• _Data for review_:
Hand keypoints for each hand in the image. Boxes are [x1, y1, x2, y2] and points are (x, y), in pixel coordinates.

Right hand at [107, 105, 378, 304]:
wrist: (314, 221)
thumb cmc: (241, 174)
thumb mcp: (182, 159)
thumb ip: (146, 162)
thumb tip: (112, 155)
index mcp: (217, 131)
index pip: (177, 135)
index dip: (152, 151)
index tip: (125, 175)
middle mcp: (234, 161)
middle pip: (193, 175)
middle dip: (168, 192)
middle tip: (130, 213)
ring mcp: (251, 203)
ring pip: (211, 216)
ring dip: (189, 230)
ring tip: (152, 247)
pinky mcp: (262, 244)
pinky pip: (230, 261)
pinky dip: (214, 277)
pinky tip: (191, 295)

* * *

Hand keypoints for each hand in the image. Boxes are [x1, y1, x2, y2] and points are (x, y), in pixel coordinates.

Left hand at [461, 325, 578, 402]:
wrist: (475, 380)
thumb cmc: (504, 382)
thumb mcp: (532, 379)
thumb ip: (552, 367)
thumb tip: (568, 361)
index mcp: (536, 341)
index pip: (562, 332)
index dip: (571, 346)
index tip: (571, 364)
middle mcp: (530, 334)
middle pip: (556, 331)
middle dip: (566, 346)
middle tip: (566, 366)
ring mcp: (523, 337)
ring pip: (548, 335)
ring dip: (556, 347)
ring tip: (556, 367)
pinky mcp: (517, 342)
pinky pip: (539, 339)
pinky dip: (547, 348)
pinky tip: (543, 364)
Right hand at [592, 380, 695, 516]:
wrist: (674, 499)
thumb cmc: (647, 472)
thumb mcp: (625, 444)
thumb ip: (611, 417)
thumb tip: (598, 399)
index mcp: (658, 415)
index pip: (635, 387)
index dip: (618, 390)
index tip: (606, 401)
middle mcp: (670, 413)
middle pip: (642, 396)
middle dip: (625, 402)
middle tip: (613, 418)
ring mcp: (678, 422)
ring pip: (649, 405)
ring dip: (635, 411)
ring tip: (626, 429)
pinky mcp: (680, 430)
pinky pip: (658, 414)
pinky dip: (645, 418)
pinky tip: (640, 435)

• _What the exercise asks_:
Working from the material above, retype exactly the lines from the one with "index pip: (177, 135)" through the one with "pinky tip: (191, 295)", both included, and only those lines.

• _Problem solution_:
index pip: (177, 135)
index dip: (152, 151)
index tip: (125, 175)
middle mcp: (234, 161)
middle pip: (193, 175)
middle dip: (168, 192)
middle tip: (130, 213)
ring mcp: (251, 203)
ring pip: (211, 216)
ring dip: (189, 230)
ring tip: (152, 247)
pinky mcp: (262, 244)
pinky pip: (230, 261)
pinky dip: (214, 277)
pinky tip: (191, 295)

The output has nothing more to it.